_TASK STATEMENT_
Take the listing below and output it exactly, with no images.
--- --- ---
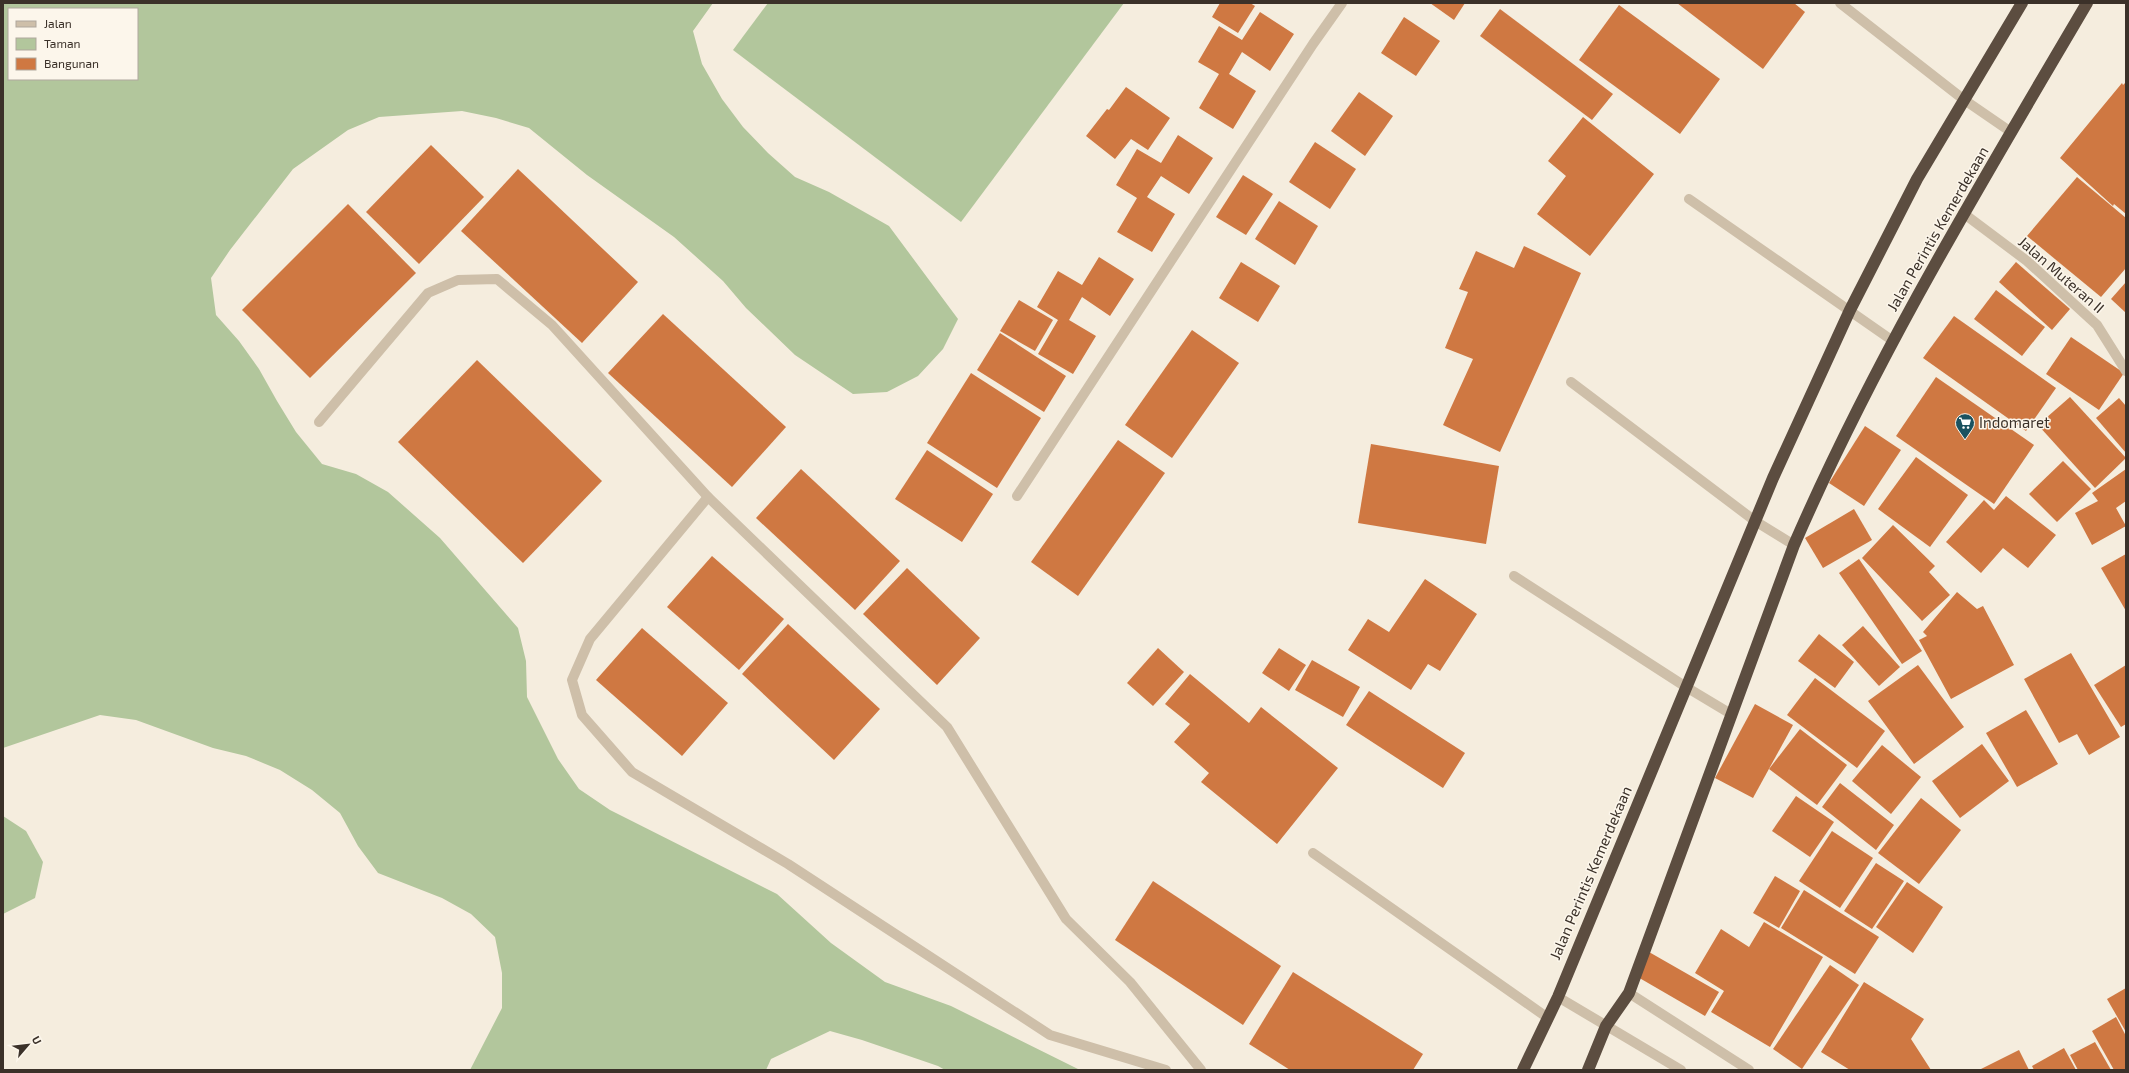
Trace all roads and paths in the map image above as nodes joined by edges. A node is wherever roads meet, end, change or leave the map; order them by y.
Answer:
1 (1342, 3) edge
2 (1840, 3) edge
3 (2022, 3) edge
4 (2087, 3) edge
5 (1963, 99) junction
6 (2011, 132) junction
7 (1688, 200) dead end
8 (1963, 213) junction
9 (1850, 310) junction
10 (1893, 341) junction
11 (2126, 371) edge
12 (1571, 382) dead end
13 (319, 422) dead end
14 (1017, 496) dead end
15 (708, 497) junction
16 (1755, 521) junction
17 (1794, 545) junction
18 (1514, 576) dead end
19 (1686, 687) junction
20 (1731, 714) junction
21 (1313, 853) dead end
22 (1629, 993) junction
23 (1558, 997) junction
24 (1548, 1018) junction
25 (1606, 1026) junction
26 (1166, 1070) edge
27 (1201, 1070) edge
28 (1523, 1070) edge
29 (1588, 1070) edge
30 (1681, 1070) edge
31 (1749, 1070) edge

1 - 14 street
2 - 5 street
3 - 5 highway, Jalan Perintis Kemerdekaan
4 - 6 highway, Jalan Perintis Kemerdekaan
5 - 6 street
5 - 9 highway, Jalan Perintis Kemerdekaan
6 - 8 highway, Jalan Perintis Kemerdekaan
7 - 9 street
8 - 10 highway, Jalan Perintis Kemerdekaan
8 - 11 street, Jalan Muteran II
9 - 10 street
9 - 16 highway, Jalan Perintis Kemerdekaan
10 - 17 highway, Jalan Perintis Kemerdekaan
12 - 16 street
13 - 15 street
15 - 26 street
15 - 27 street
16 - 17 street
16 - 19 highway, Jalan Perintis Kemerdekaan
17 - 20 highway, Jalan Perintis Kemerdekaan
18 - 19 street
19 - 20 street
19 - 23 highway, Jalan Perintis Kemerdekaan
20 - 22 highway, Jalan Perintis Kemerdekaan
21 - 24 street
22 - 25 highway, Jalan Perintis Kemerdekaan
22 - 31 street
23 - 24 highway, Jalan Perintis Kemerdekaan
23 - 25 street
24 - 28 highway, Jalan Perintis Kemerdekaan
25 - 29 highway, Jalan Perintis Kemerdekaan
25 - 30 street

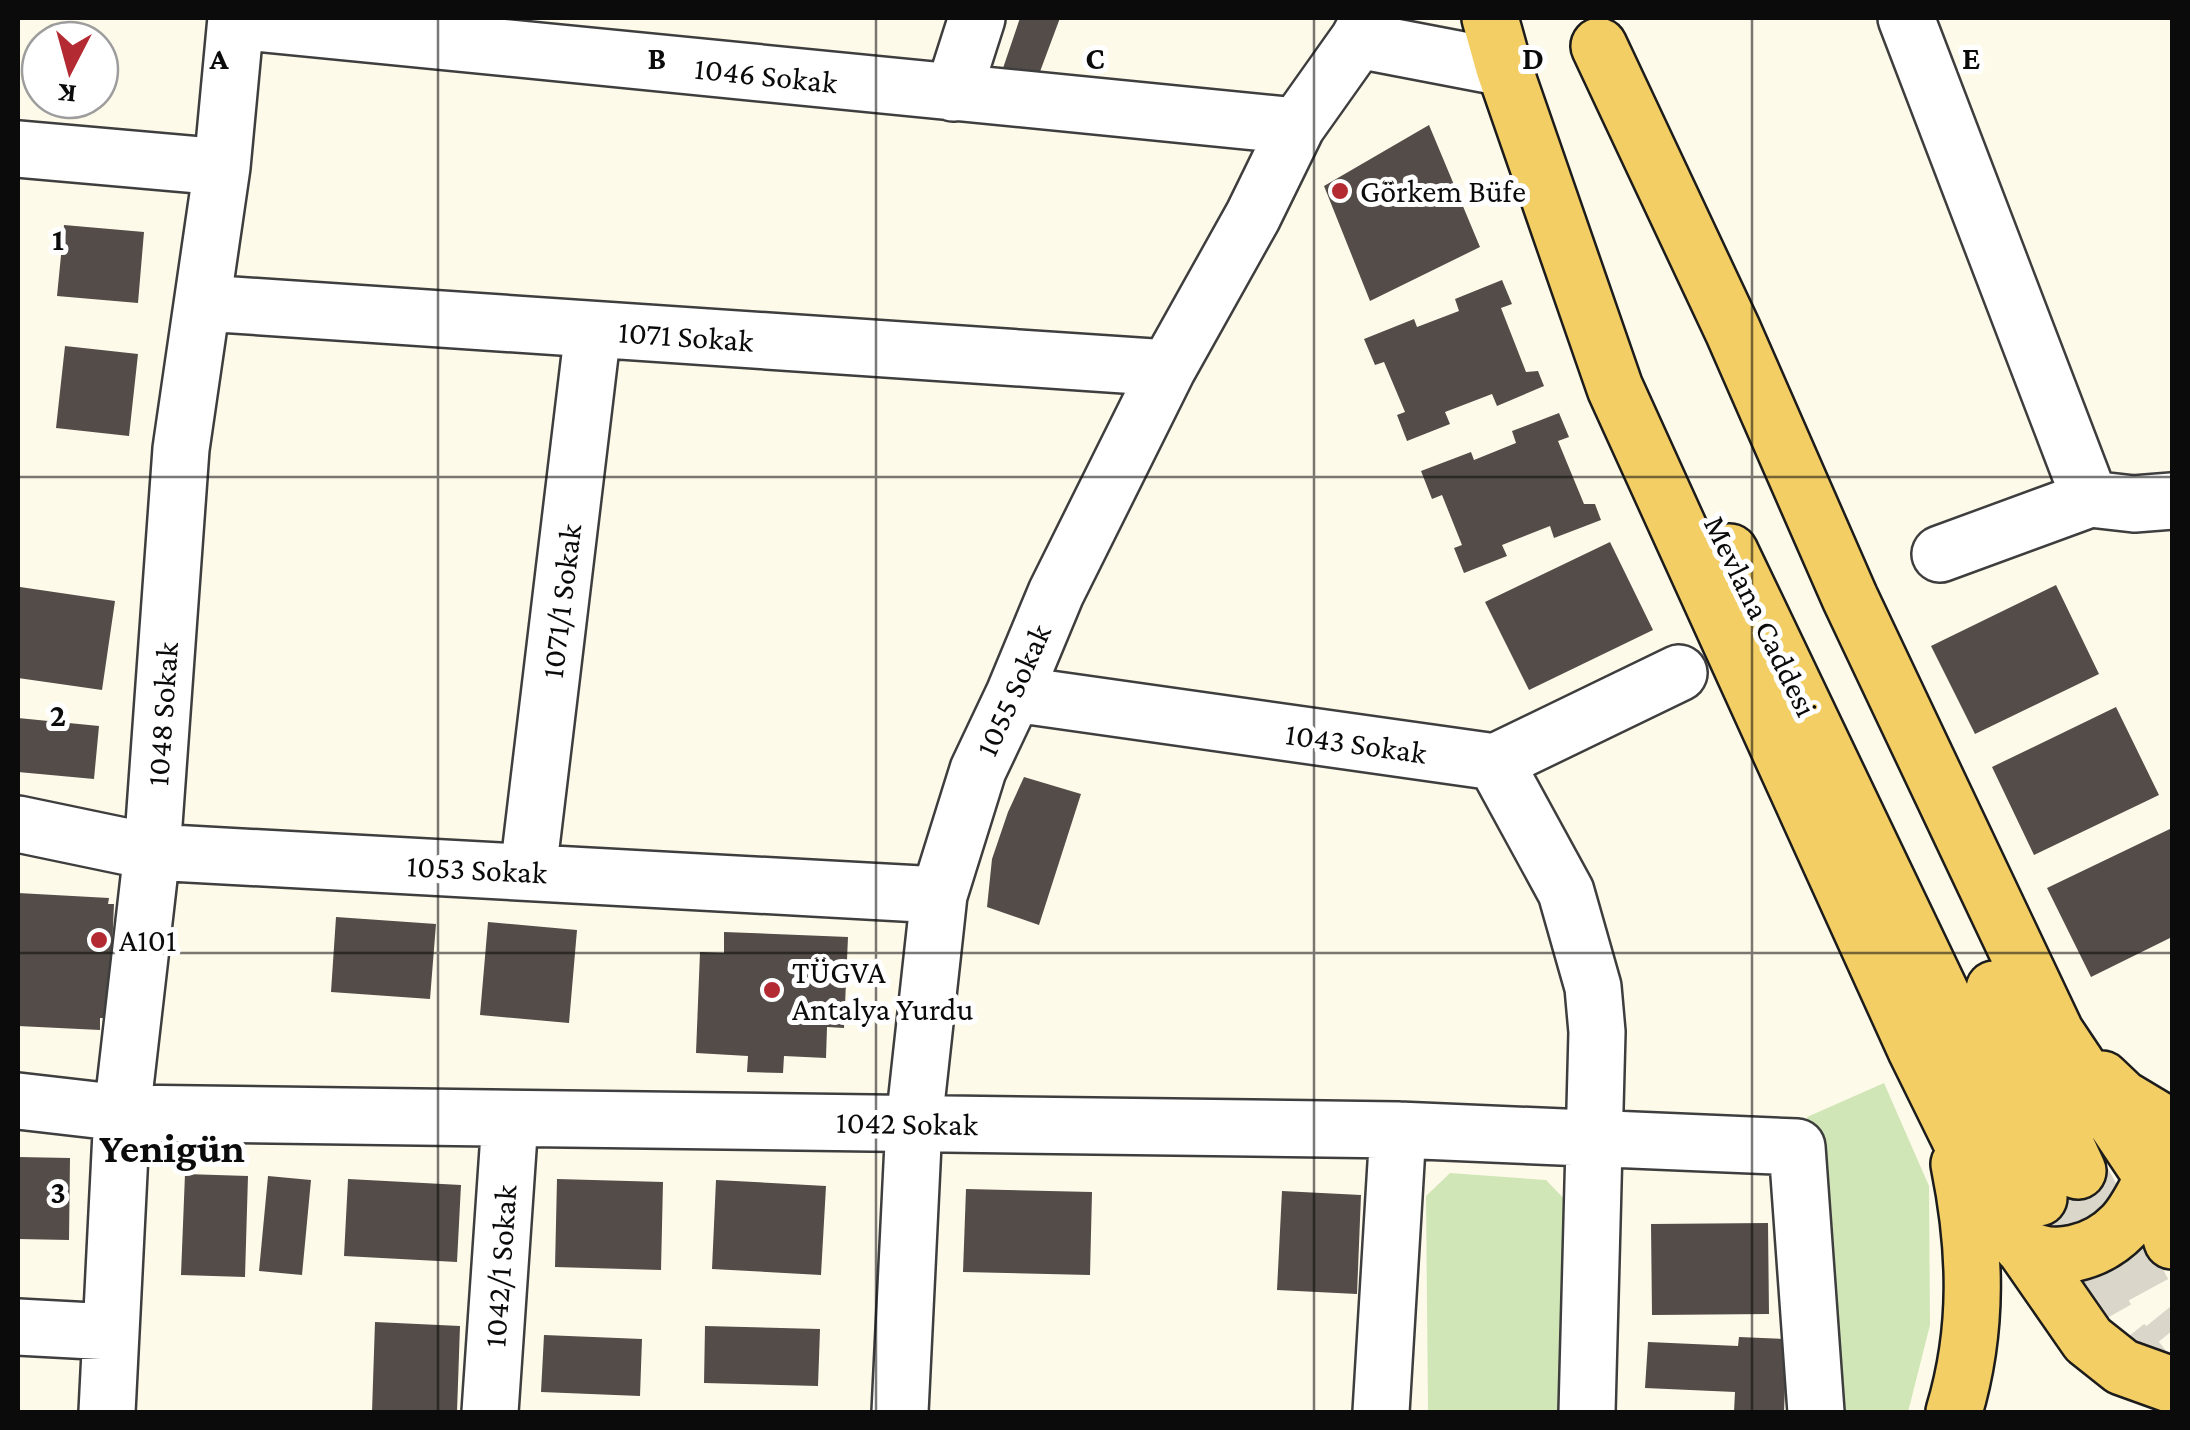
--- --- ---
_SOLUTION TO THE PROBLEM_
Trace all roads and paths in the map image above as nodes joined by edges. A node is wherever roads meet, end, change or leave the map; order them by y.
Answer:
1 (1342, 3) edge
2 (1840, 3) edge
3 (2022, 3) edge
4 (2087, 3) edge
5 (1963, 99) junction
6 (2011, 132) junction
7 (1688, 200) dead end
8 (1963, 213) junction
9 (1850, 310) junction
10 (1893, 341) junction
11 (2126, 371) edge
12 (1571, 382) dead end
13 (319, 422) dead end
14 (1017, 496) dead end
15 (708, 497) junction
16 (1755, 521) junction
17 (1794, 545) junction
18 (1514, 576) dead end
19 (1686, 687) junction
20 (1731, 714) junction
21 (1313, 853) dead end
22 (1629, 993) junction
23 (1558, 997) junction
24 (1548, 1018) junction
25 (1606, 1026) junction
26 (1166, 1070) edge
27 (1201, 1070) edge
28 (1523, 1070) edge
29 (1588, 1070) edge
30 (1681, 1070) edge
31 (1749, 1070) edge

1 - 14 street
2 - 5 street
3 - 5 highway, Jalan Perintis Kemerdekaan
4 - 6 highway, Jalan Perintis Kemerdekaan
5 - 6 street
5 - 9 highway, Jalan Perintis Kemerdekaan
6 - 8 highway, Jalan Perintis Kemerdekaan
7 - 9 street
8 - 10 highway, Jalan Perintis Kemerdekaan
8 - 11 street, Jalan Muteran II
9 - 10 street
9 - 16 highway, Jalan Perintis Kemerdekaan
10 - 17 highway, Jalan Perintis Kemerdekaan
12 - 16 street
13 - 15 street
15 - 26 street
15 - 27 street
16 - 17 street
16 - 19 highway, Jalan Perintis Kemerdekaan
17 - 20 highway, Jalan Perintis Kemerdekaan
18 - 19 street
19 - 20 street
19 - 23 highway, Jalan Perintis Kemerdekaan
20 - 22 highway, Jalan Perintis Kemerdekaan
21 - 24 street
22 - 25 highway, Jalan Perintis Kemerdekaan
22 - 31 street
23 - 24 highway, Jalan Perintis Kemerdekaan
23 - 25 street
24 - 28 highway, Jalan Perintis Kemerdekaan
25 - 29 highway, Jalan Perintis Kemerdekaan
25 - 30 street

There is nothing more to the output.